Effective fractures linked with tectonic reactivation and multiple genetic fluids in the ultradeep Paleozoic carbonate buried hills of the Bozhong sag, North China

Abstract

Paleozoic carbonate buried hills with burial depths of more than 4500 m (14,764 ft) in the Bozhong sag of the Bohai Bay Basin are rich in natural gas resources, categorized as typical ultradeep fracture-related reservoirs. Based on the data of (sidewall) cores, thin sections, electrical image logs, three-dimensional seismic observations, and physical properties, we evaluated the fracture characteristics and elucidated the dominant controls on effective (unfilled) fractures. Tectonic fractures are the main components in these reservoirs. The intersecting relationships, widths, and strikes of the fractures as well as the carbon and oxygen isotope ratios of the fill materials indicate that NWW- and NE-trending tectonic fractures developed. The NWW-trending fractures are related to the compressional tectonic stress field of the Indosinian orogeny and account for nearly 80% of the fractures, with widths ranging from 40 to 160 μm; 43% of them are filled with carbonate and quartz. The dissolution of meteoric water mainly occurred with this set of tectonic fractures and formed an upper dissolved zone within 200 m beneath the weathering crust.
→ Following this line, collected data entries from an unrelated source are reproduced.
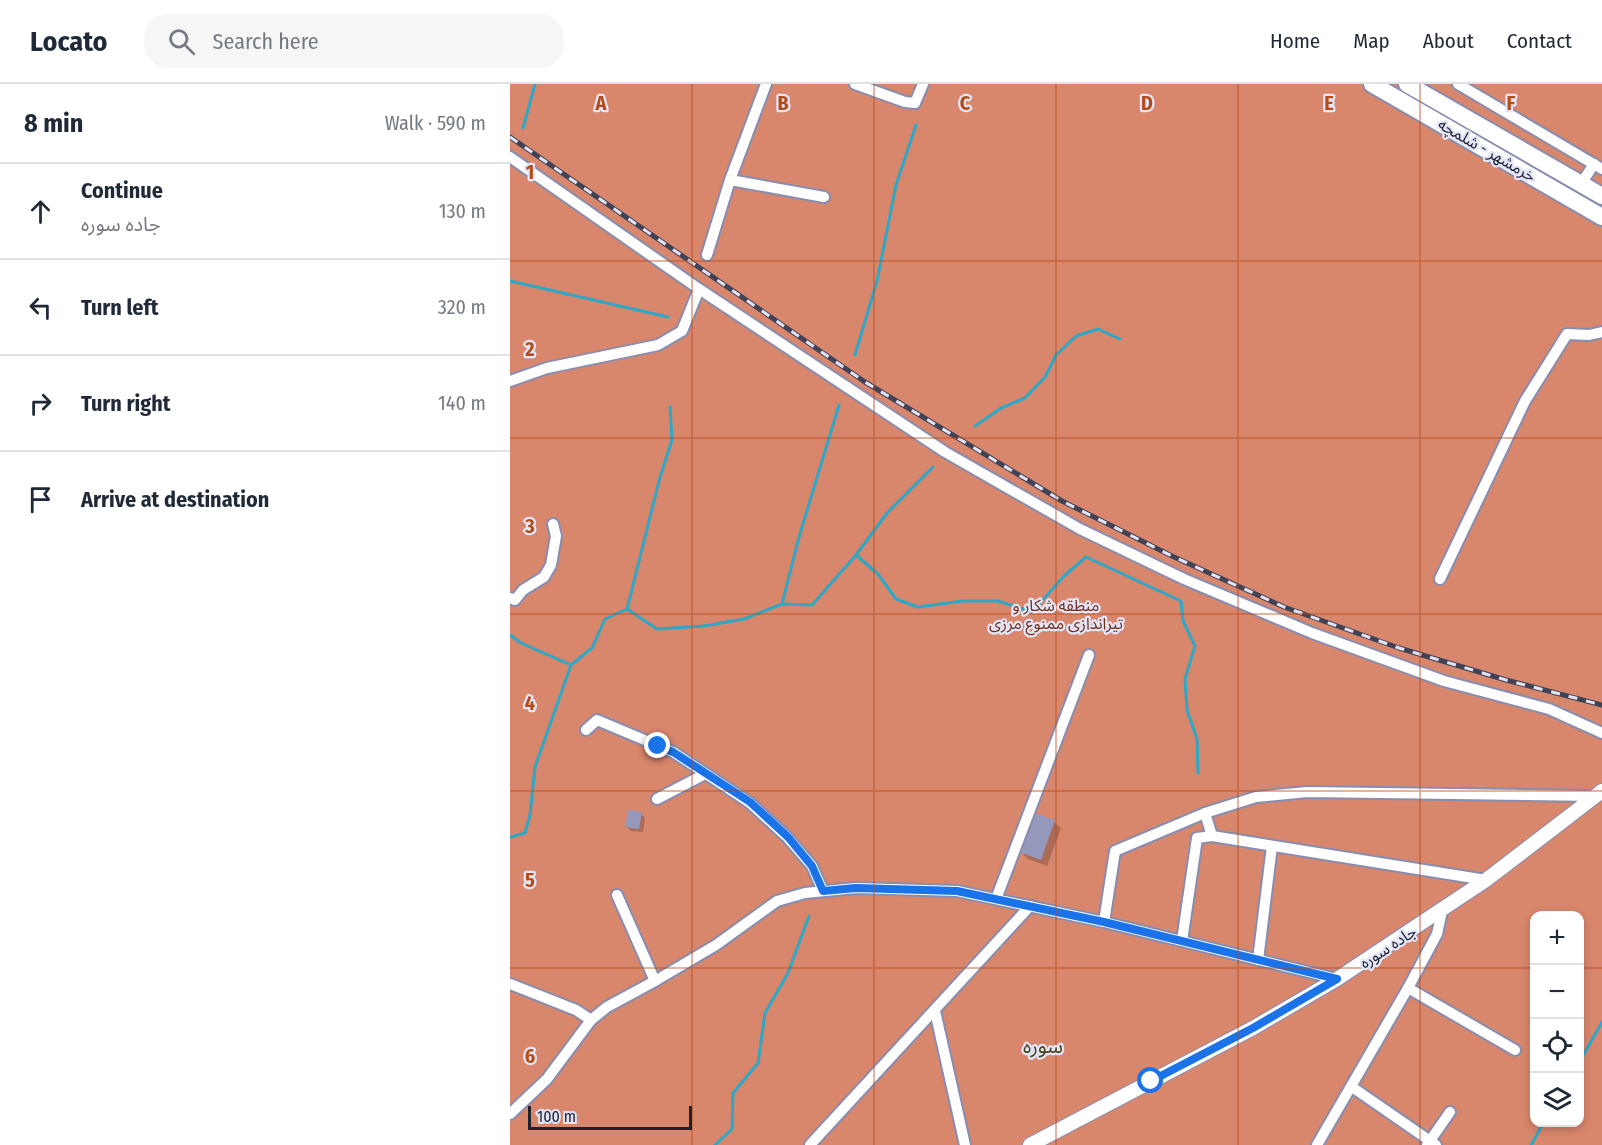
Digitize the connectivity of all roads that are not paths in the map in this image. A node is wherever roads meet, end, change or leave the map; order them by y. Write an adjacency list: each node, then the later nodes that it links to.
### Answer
1 (766, 84): 9 (street)
2 (855, 84): 3 (street)
3 (923, 84)
4 (1372, 84): 13 (highway, خرمشهر - شلمچه)
5 (1407, 84): 10 (highway, خرمشهر - شلمچه)
6 (1458, 84): 8 (street)
7 (510, 157): 15 (street)
8 (1598, 167): 10 (street)
9 (730, 180): 12 (street); 14 (street)
10 (1581, 184): 11 (highway, خرمشهر - شلمچه)
11 (1602, 196)
12 (824, 197)
13 (1602, 217)
14 (707, 255)
15 (699, 289): 17 (street); 23 (street)
16 (1602, 332): 19 (street)
17 (510, 380)
18 (553, 524): 20 (street)
19 (1440, 579)
20 (510, 598)
21 (1089, 655): 34 (street)
22 (586, 730): 25 (street)
23 (1599, 731): 24 (street)
24 (1602, 740)
25 (705, 774): 27 (street); 32 (street)
26 (1599, 794): 28 (street); 31 (main road, جاده سوره)
27 (657, 799)
28 (1205, 813): 29 (street); 37 (street)
29 (1212, 836): 30 (street); 38 (street)
30 (1272, 846): 31 (street); 39 (street)
31 (1486, 880): 36 (main road, جاده سوره)
32 (823, 891): 34 (street); 41 (street)
33 (617, 895): 41 (street)
34 (996, 899): 35 (street)
35 (1030, 906): 37 (street); 44 (street)
36 (1442, 911): 40 (main road, جاده سوره); 43 (street)
37 (1104, 922): 38 (street)
38 (1182, 941): 39 (street)
39 (1258, 960): 40 (street)
40 (1337, 979): 50 (main road, جاده سوره)
41 (655, 981): 45 (street)
42 (510, 984): 45 (street)
43 (1408, 988): 46 (street); 47 (street)
44 (935, 1011): 52 (street); 53 (street)
45 (591, 1020): 49 (street)
46 (1515, 1050)
47 (1352, 1087): 51 (street); 54 (street)
48 (1450, 1112): 51 (street)
49 (510, 1114)
50 (1032, 1144)
51 (1431, 1144)
52 (810, 1145)
53 (965, 1145)
54 (1317, 1145)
Related fill materials have −2‰ to 2‰ δ13C and −8‰ to −13‰ δ18O. The group of NE-trending fractures accounted for approximately 20% of all fractures, with widths ranging from 200 to 280 μm, and are related to the faulting during the Himalayan orogeny, which contributed to the formation of subsequent NE-trending fractures and reopened prior NWW-trending fractures. Some fill materials present negative δ13C and δ18O values, distributed from −2‰ to −6‰ and −13‰ to −20‰, respectively. These negative values revealed the influence of Cenozoic hydrothermal fluids and organic acids, which contributed to the development of an internal fracture-related dissolved zone that developed beneath 400–600 m from the top of the basement. The analysis demonstrates that the direction of in situ maximum principal stress is subparallel to the fracture trends, which is the key factor for maintaining the effectiveness of the fractures. The coupling of Cenozoic tectonic reactivation and multiple genetic fluids controls the effectiveness of ultradeep carbonate reservoirs.